The m Subunit of Murine Translation Initiation Factor elF3 Maintains the Integrity of the elF3 Complex and Is Required for Embryonic Development, Homeostasis, and Organ Size Control

Background: eIF3m is a non-core subunit of eIF3. Results: eIF3m deficiency in mice results in animal death and instability of other eIF3 subunits; haploinsufficiency reduces organ size. Conclusion: eIF3m is critical for eIF3 structure and function. Significance: Understanding the mechanism of eIF3 complex formation and its role in embryonic development and homeostasis is crucial for determining the physiological function of this eukaryotic translation factor.
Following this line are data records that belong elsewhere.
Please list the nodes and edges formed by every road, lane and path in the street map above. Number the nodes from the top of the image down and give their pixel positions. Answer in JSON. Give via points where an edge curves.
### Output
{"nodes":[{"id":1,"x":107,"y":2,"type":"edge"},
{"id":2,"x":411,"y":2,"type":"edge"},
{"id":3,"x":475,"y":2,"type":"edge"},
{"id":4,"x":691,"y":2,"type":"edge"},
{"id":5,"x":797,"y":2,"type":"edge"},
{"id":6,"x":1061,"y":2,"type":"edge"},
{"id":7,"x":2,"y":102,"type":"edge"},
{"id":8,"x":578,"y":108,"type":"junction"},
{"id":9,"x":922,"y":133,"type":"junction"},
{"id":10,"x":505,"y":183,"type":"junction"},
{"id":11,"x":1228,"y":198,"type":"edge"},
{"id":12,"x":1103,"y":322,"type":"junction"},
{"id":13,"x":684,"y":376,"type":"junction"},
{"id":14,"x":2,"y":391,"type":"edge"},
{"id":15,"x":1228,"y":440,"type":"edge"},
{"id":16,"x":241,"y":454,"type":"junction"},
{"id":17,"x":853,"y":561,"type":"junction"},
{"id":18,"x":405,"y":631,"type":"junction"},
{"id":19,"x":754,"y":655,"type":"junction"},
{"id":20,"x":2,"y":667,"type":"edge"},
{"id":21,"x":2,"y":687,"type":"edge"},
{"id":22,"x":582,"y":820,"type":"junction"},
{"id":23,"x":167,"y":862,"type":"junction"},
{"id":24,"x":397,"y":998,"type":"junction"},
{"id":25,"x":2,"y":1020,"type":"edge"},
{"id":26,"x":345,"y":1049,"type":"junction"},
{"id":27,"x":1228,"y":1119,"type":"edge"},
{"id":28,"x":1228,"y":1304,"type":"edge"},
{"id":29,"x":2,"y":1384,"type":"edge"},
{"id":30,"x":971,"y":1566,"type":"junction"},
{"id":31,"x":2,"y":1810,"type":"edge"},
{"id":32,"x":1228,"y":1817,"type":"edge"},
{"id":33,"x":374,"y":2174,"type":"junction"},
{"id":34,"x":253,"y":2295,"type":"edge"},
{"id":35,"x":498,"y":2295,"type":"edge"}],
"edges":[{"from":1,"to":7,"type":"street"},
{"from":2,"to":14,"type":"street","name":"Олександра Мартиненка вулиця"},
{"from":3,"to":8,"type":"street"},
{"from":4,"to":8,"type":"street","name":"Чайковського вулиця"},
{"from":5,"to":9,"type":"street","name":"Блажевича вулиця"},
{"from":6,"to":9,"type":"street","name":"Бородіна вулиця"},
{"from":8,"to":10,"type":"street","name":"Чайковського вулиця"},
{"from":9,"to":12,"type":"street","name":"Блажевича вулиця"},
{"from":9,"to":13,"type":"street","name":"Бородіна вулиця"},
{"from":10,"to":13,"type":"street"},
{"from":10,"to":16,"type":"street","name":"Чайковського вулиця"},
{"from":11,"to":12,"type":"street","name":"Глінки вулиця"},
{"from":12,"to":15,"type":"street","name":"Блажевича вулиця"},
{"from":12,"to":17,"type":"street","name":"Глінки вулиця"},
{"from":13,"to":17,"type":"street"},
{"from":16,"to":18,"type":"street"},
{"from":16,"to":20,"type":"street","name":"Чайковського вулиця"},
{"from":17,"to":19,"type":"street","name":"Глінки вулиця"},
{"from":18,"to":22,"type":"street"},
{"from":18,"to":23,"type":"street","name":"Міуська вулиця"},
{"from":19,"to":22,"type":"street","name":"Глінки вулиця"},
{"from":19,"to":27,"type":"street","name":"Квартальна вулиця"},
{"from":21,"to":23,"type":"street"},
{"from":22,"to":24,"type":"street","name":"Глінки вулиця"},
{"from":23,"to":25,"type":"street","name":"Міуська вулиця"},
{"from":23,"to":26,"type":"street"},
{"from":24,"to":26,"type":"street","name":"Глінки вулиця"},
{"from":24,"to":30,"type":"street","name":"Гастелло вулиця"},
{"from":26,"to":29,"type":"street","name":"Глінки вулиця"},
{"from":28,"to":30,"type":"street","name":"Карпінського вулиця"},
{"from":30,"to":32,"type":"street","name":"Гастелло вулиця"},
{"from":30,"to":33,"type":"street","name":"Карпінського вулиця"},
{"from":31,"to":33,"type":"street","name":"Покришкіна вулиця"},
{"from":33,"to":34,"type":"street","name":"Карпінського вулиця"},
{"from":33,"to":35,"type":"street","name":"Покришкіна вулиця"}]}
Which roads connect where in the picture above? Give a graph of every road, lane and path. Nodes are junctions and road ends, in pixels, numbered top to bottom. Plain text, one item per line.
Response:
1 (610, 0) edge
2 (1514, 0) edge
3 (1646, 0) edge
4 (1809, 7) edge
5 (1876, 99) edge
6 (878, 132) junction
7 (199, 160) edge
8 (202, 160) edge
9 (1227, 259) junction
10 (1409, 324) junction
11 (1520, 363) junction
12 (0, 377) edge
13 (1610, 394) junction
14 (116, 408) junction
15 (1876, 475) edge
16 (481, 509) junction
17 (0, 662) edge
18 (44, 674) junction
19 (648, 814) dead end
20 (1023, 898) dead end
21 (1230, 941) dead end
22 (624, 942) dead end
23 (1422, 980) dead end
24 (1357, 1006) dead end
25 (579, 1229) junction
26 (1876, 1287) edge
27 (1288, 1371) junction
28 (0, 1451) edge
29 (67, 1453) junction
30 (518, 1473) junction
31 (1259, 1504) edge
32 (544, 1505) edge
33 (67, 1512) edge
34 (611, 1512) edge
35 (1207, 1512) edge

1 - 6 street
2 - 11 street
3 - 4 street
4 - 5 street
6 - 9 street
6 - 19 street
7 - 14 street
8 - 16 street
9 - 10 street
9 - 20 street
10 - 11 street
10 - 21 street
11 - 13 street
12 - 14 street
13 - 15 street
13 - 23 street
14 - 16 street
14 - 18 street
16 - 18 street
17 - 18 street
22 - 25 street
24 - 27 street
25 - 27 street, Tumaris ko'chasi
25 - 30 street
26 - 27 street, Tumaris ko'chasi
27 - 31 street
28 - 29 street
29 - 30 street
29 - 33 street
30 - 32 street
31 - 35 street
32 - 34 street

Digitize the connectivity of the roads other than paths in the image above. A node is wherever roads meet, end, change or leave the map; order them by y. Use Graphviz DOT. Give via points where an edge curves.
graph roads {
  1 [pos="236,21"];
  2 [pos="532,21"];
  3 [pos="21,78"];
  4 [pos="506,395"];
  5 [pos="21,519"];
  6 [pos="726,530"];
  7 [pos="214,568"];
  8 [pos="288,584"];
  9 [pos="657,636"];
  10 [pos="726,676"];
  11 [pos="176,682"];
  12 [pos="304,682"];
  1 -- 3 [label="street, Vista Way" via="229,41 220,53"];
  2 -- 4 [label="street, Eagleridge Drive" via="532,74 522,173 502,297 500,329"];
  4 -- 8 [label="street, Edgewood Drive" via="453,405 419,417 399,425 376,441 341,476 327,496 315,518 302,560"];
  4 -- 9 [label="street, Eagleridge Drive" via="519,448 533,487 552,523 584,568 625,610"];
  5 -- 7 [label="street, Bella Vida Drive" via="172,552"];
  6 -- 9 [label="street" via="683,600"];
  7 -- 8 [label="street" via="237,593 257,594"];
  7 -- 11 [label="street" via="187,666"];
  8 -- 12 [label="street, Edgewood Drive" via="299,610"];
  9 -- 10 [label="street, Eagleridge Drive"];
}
Mammalian eIF3 is composed of 13 subunits and is the largest eukaryotic initiation factor. eIF3 plays a key role in protein biosynthesis. However, it is not fully understood how different subunits contribute to the structural integrity and function of the eIF3 complex. Whether eIF3 is essential for embryonic development and homeostasis is also not known. Here, we show that eIF3m null embryos are lethal at the peri-implantation stage. Compound heterozygotes (eIF3m(flox/-)) or FABP4-Cre-mediated conditional knock-out mice are lethal at mid-gestation stages. Although the heterozygotes are viable, they show markedly reduced organ size and diminished body weight. Acute ablation of eIF3m in adult mouse liver leads to rapidly decreased body weight and death within 2 weeks; these effects are correlated with a severe decline of protein biogenesis in the liver. Protein analyses reveal that eIF3m deficiency significantly impairs the integrity of the eIF3 complex due to down-regulation of multiple other subunits. Two of the subunits, eIF3f and eIF3h, are stabilized by eIF3m through subcomplex formation. Therefore, eIF3m is required for the structural integrity and translation initiation function of eIF3. Furthermore, not only is eIF3m an essential gene, but its expression level is also important for mouse embryonic development and the control of organ size.